Stored data entries
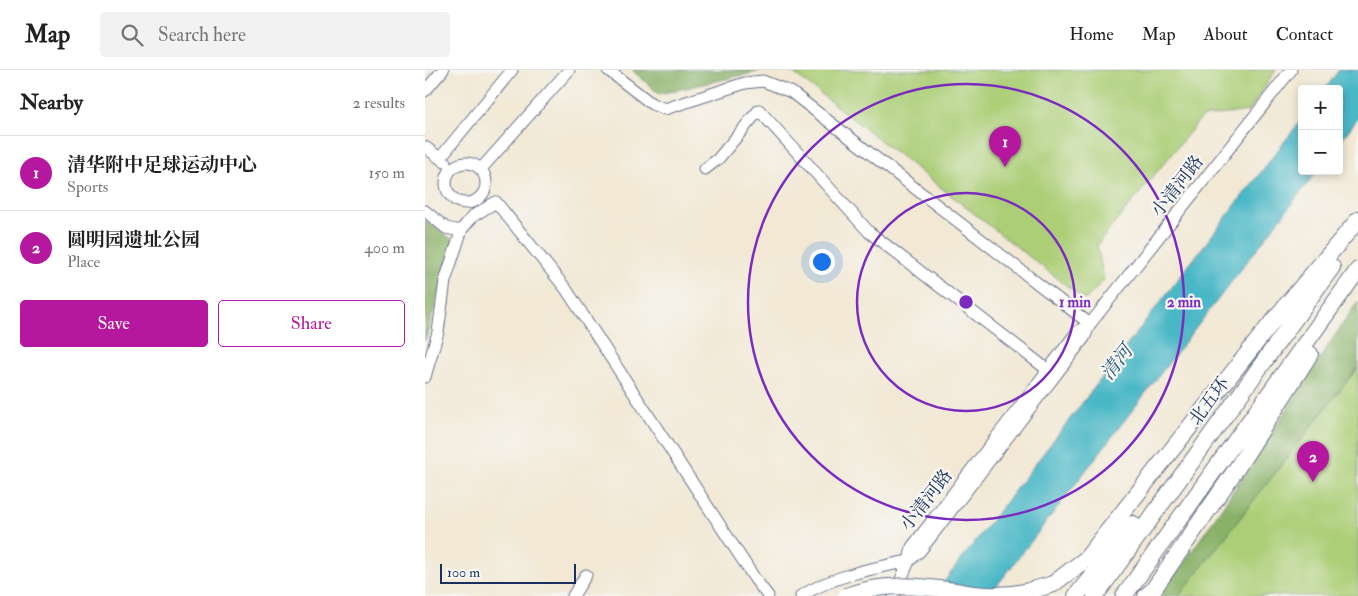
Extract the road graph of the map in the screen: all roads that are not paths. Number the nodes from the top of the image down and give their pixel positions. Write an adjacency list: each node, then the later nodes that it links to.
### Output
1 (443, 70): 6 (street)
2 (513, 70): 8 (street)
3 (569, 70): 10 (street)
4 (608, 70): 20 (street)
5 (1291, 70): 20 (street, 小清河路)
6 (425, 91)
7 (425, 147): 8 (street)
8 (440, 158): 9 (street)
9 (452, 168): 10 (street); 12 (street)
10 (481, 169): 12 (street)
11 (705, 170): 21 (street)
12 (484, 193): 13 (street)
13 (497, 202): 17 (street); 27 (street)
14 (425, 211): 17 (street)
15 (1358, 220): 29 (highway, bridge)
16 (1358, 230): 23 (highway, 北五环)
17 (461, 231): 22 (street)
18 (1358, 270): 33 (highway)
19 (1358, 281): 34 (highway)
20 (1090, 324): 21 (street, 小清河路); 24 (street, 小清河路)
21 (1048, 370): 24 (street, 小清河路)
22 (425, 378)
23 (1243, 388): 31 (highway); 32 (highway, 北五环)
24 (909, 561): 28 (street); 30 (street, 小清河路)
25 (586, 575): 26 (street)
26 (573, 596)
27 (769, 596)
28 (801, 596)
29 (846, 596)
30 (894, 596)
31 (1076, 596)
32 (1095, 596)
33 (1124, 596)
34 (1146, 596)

What you should do:
Print every line of the data exactly. Pictures do not belong in the copy.

Written solution:
Extract the road graph of the map in the screen: all roads that are not paths. Number the nodes from the top of the image down and give their pixel positions. Write an adjacency list: each node, then the later nodes that it links to.
### Output
1 (443, 70): 6 (street)
2 (513, 70): 8 (street)
3 (569, 70): 10 (street)
4 (608, 70): 20 (street)
5 (1291, 70): 20 (street, 小清河路)
6 (425, 91)
7 (425, 147): 8 (street)
8 (440, 158): 9 (street)
9 (452, 168): 10 (street); 12 (street)
10 (481, 169): 12 (street)
11 (705, 170): 21 (street)
12 (484, 193): 13 (street)
13 (497, 202): 17 (street); 27 (street)
14 (425, 211): 17 (street)
15 (1358, 220): 29 (highway, bridge)
16 (1358, 230): 23 (highway, 北五环)
17 (461, 231): 22 (street)
18 (1358, 270): 33 (highway)
19 (1358, 281): 34 (highway)
20 (1090, 324): 21 (street, 小清河路); 24 (street, 小清河路)
21 (1048, 370): 24 (street, 小清河路)
22 (425, 378)
23 (1243, 388): 31 (highway); 32 (highway, 北五环)
24 (909, 561): 28 (street); 30 (street, 小清河路)
25 (586, 575): 26 (street)
26 (573, 596)
27 (769, 596)
28 (801, 596)
29 (846, 596)
30 (894, 596)
31 (1076, 596)
32 (1095, 596)
33 (1124, 596)
34 (1146, 596)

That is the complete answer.